──────── Data shown

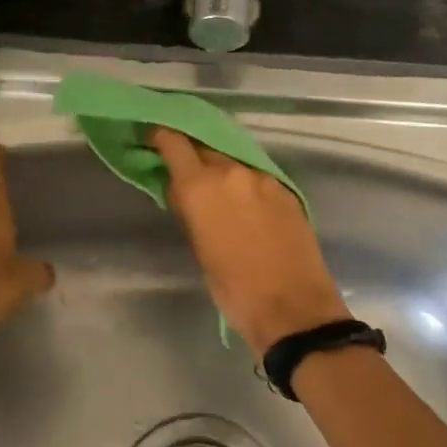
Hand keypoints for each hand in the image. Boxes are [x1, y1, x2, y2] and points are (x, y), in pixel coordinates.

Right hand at [148, 127, 347, 355]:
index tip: (152, 140)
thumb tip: (182, 192)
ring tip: (215, 191)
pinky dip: (244, 184)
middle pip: (205, 149)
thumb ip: (189, 211)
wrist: (293, 308)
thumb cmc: (235, 289)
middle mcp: (233, 172)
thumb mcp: (200, 250)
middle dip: (192, 156)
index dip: (161, 138)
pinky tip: (244, 204)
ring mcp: (264, 179)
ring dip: (220, 170)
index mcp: (202, 186)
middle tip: (184, 173)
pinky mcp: (286, 191)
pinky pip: (256, 177)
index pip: (175, 143)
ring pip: (233, 162)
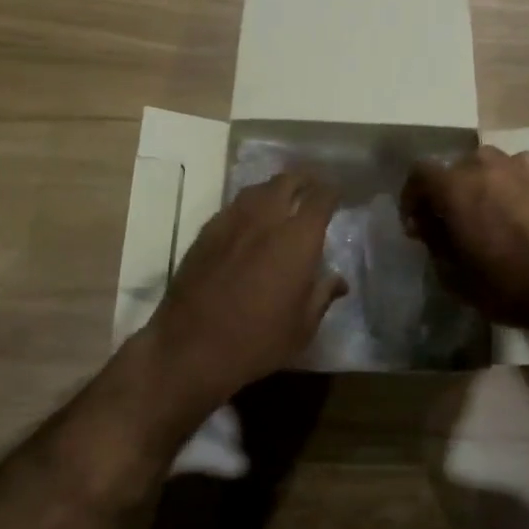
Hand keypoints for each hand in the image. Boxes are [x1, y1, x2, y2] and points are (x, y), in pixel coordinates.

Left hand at [144, 172, 346, 419]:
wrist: (190, 348)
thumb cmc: (257, 342)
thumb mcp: (302, 328)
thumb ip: (322, 296)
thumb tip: (339, 281)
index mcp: (297, 239)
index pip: (320, 198)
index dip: (332, 192)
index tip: (337, 194)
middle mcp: (266, 219)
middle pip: (287, 181)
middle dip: (303, 180)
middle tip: (311, 189)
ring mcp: (232, 222)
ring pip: (257, 190)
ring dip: (274, 190)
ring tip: (281, 200)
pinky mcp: (206, 233)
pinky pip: (233, 207)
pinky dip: (248, 207)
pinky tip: (248, 223)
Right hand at [400, 146, 528, 345]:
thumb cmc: (506, 284)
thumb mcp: (453, 275)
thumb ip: (433, 242)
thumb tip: (427, 225)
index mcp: (454, 187)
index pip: (419, 173)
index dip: (412, 197)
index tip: (416, 225)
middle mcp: (481, 165)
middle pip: (450, 168)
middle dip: (443, 192)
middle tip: (448, 223)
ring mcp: (515, 165)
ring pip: (482, 164)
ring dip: (474, 183)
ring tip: (482, 211)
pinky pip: (513, 167)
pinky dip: (506, 180)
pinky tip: (512, 202)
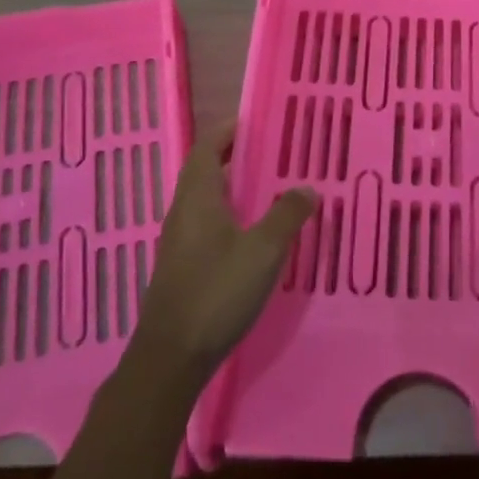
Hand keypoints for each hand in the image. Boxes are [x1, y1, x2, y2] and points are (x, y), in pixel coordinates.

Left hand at [131, 122, 316, 386]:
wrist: (171, 357)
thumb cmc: (216, 292)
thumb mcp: (262, 251)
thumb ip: (286, 215)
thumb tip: (307, 187)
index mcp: (198, 198)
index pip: (208, 148)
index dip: (228, 131)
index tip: (254, 121)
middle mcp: (183, 212)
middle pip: (206, 171)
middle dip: (235, 156)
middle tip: (272, 151)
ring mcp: (179, 241)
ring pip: (206, 200)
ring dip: (233, 187)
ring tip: (269, 187)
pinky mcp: (182, 266)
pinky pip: (207, 224)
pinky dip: (229, 214)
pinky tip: (253, 232)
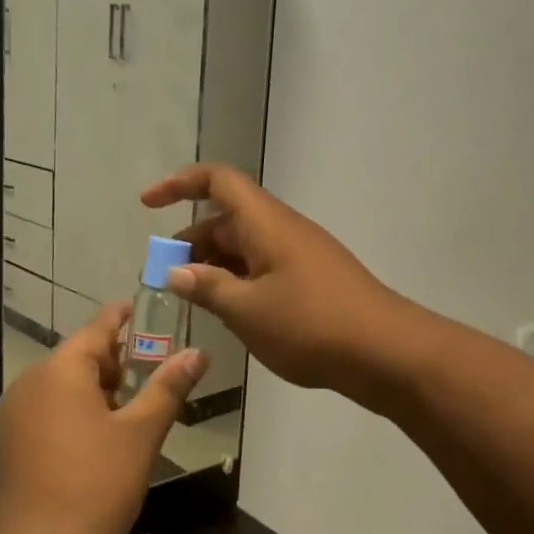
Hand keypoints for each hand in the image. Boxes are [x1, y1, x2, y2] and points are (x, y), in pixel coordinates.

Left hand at [0, 305, 207, 533]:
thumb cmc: (97, 484)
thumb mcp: (141, 433)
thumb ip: (168, 387)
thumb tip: (198, 353)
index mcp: (60, 371)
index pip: (96, 329)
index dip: (121, 317)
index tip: (140, 307)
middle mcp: (30, 383)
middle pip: (78, 357)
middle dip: (115, 361)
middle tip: (151, 372)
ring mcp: (16, 414)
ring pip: (63, 386)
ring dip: (97, 389)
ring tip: (132, 409)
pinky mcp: (12, 442)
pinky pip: (49, 410)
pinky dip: (76, 410)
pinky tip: (100, 437)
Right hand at [142, 164, 410, 398]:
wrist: (386, 352)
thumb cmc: (311, 325)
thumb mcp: (248, 311)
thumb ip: (208, 287)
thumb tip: (176, 271)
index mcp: (265, 223)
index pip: (218, 181)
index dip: (179, 184)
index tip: (147, 205)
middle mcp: (282, 229)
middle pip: (227, 218)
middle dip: (190, 241)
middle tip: (165, 276)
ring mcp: (300, 254)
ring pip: (245, 246)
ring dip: (213, 265)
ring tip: (191, 299)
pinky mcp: (312, 280)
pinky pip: (263, 267)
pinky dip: (238, 281)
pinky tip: (229, 313)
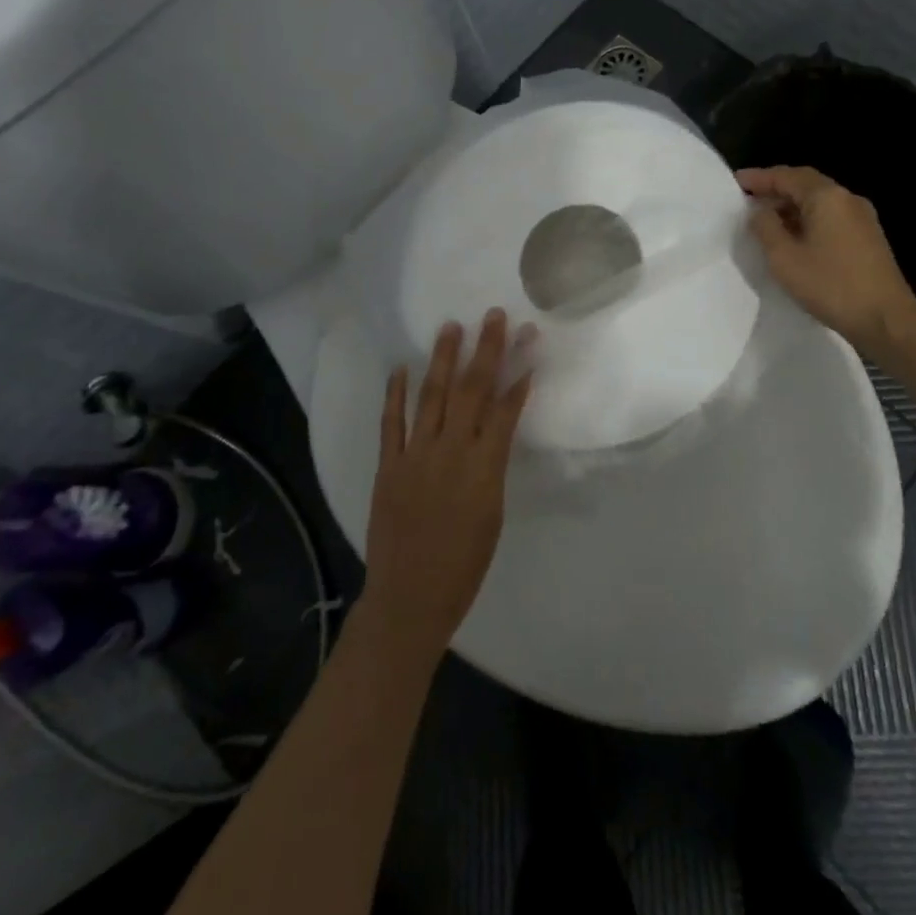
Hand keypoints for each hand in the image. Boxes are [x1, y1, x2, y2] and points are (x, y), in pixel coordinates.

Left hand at [361, 309, 533, 659]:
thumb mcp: (493, 512)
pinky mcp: (388, 465)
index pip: (505, 409)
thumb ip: (493, 464)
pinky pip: (391, 422)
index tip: (527, 343)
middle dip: (485, 350)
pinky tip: (401, 367)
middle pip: (472, 390)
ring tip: (451, 327)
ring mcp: (415, 455)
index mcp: (484, 467)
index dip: (518, 375)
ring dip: (443, 359)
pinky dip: (395, 393)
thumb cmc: (464, 563)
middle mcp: (451, 451)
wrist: (410, 597)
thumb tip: (495, 429)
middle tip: (493, 316)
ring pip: (433, 396)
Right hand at [738, 165, 915, 356]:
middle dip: (776, 189)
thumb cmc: (830, 285)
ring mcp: (862, 218)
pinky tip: (794, 237)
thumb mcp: (784, 258)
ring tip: (766, 220)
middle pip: (805, 184)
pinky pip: (831, 217)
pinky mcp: (868, 237)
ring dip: (791, 206)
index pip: (787, 176)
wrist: (886, 319)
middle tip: (748, 198)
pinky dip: (808, 219)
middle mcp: (847, 199)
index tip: (736, 182)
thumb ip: (766, 228)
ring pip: (819, 202)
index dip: (759, 177)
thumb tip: (759, 211)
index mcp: (826, 197)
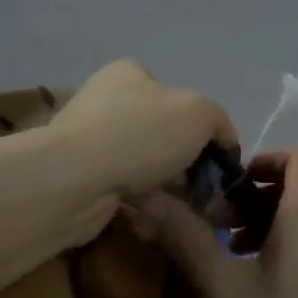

────────────────

Problem statement
Taking the entries above, extract every line from the one bearing "ring dip: (220, 170)" through the one bearing "thumb cmc: (506, 284)", exactly, with no pictures.

Output of the exercise
ring dip: (220, 170)
index mcp: (202, 186)
middle tip: (184, 173)
pinky mcp: (286, 191)
pinky pip: (256, 177)
index pip: (175, 143)
ring pip: (233, 162)
Hand keypoints for each hand in the image. Boxes are [x1, y1, x2, y2] and points are (x, y), in pixel coordinates.

Left hand at [144, 172, 346, 419]:
wrist: (190, 348)
thumb cmc: (257, 342)
thumb mcp: (302, 328)
thumb ip: (322, 296)
thumb tip: (339, 281)
index mcp: (297, 239)
index pip: (320, 198)
index dip: (332, 192)
index tip: (337, 194)
middle mcp: (266, 219)
middle pip: (287, 181)
middle dip: (303, 180)
middle tip: (311, 189)
ring mcp: (232, 222)
ring pip: (257, 190)
ring dip: (274, 190)
ring tip: (281, 200)
pinky mcp: (206, 233)
pinky pip: (233, 207)
pinky dip: (248, 207)
pinky tip: (248, 223)
Right hand at [400, 146, 528, 345]:
thumb cmc: (506, 284)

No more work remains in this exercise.